Another important limitation of the survey is the lack of clinical validation of the CIDI in the South African study. Although results were reassuring in CIDI clinical validation studies carried out in conjunction with the World Mental Health surveys in the USA5 and Europe,16 the cultural heterogeneity of the South African sample might have adversely affected the diagnostic accuracy of the instrument. The high lifetime prevalence of agoraphobia without panic here, and the variability in age at onset of major depression and generalised anxiety disorder, for example, may warrant caution. Perhaps some of those captured within the category of agoraphobia have the avoidant symptoms of PTSD, or have specific phobia (which was not included in the South African study, and which is usually the most prevalent anxiety disorder and the one with earliest onset) or experience realistic fears of going outside. Overestimates of agoraphobia have occurred in previous epidemiological work.17,18
Nevertheless, the high lifetime prevalence estimates for psychiatric disorders found here are broadly consistent with previous work in South Africa. A community prevalence study of psychiatric morbidity in a rural Coloured village found a prevalence of psychiatric morbidity of 27.1%, with the majority of cases diagnosed as depressive or anxiety disorder.19 A prevalence study in a township primary healthcare clinic found that depression (37%), PTSD (20%) and somatisation disorder (18%) were the most common diagnoses.20 Such data have been criticised by those who argue that distress in low- to middle-income countries should not be conflated with the presence of psychiatric disorders, and who question the applicability of the DSM classification system to non-Western countries.21 There is growing acceptance, however, that psychiatric disorders, as classified by DSM–IV and diagnosed by instruments such as the CIDI, are accompanied by significant social and occupational impairment. Furthermore, research on pathogenesis and intervention has demonstrated that such disorders are associated with psychobiological dysfunction, and that efficacious and cost-effective treatments are available even in low-income nations.22,23 This is not to minimise the potentially important effects of cultural context on the experience and expression of psychiatric disorders.

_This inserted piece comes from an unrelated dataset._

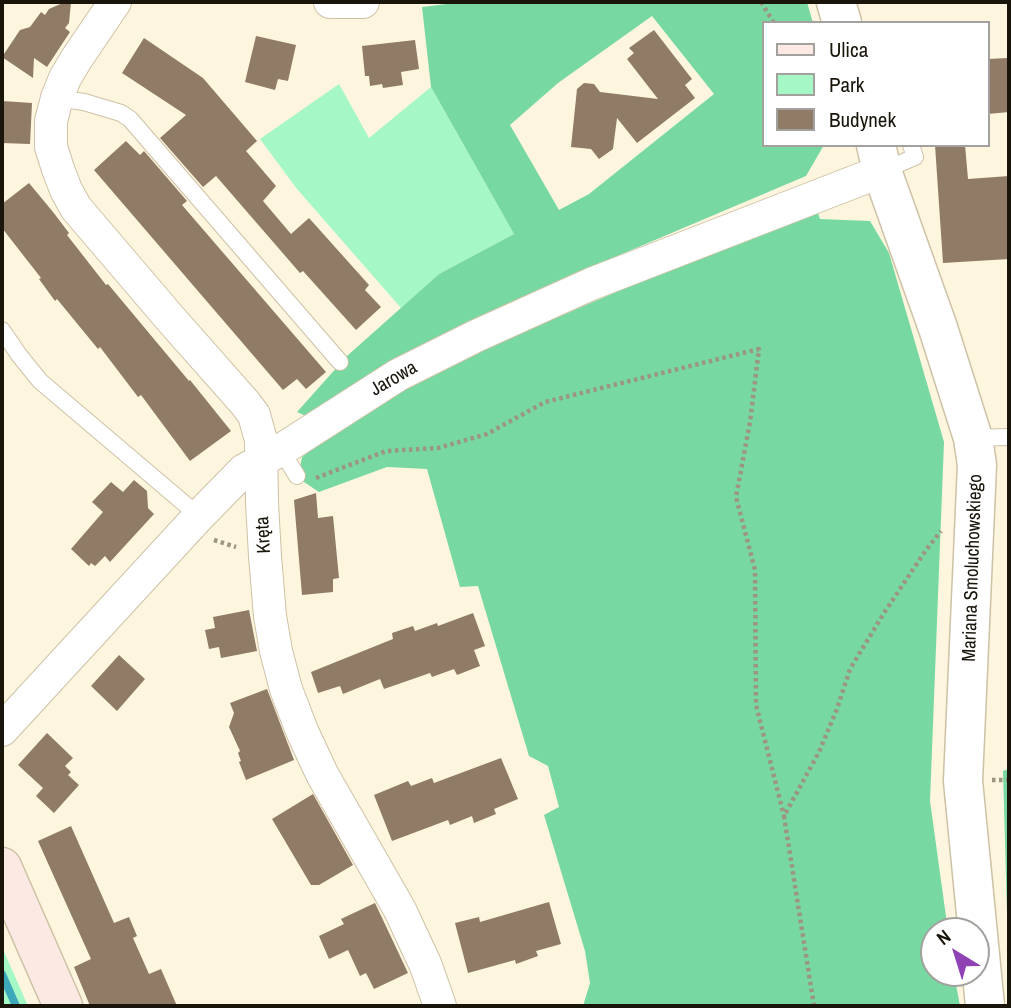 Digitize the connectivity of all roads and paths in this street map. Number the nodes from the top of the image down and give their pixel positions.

The high estimated lifetime prevalence and relatively early onset of psychiatric disorders noted here, taken together with published data on associated impairment and cost-efficacy of treatment, and with the growing acceptance that people with mental illness have a right to treatment, have important policy implications. Rigorous data on the proportion of the health budget spent on mental health services in the South African setting are not readily available, but there is consensus that a gross lack of parity exists, with significant underfunding of mental health services and research.24 We hope that the data reported here represent a first step in documenting a level of need for care that is sufficiently compelling to provide impetus for changes in mental health policy in South Africa, with an appropriate increase in funding for mental health services.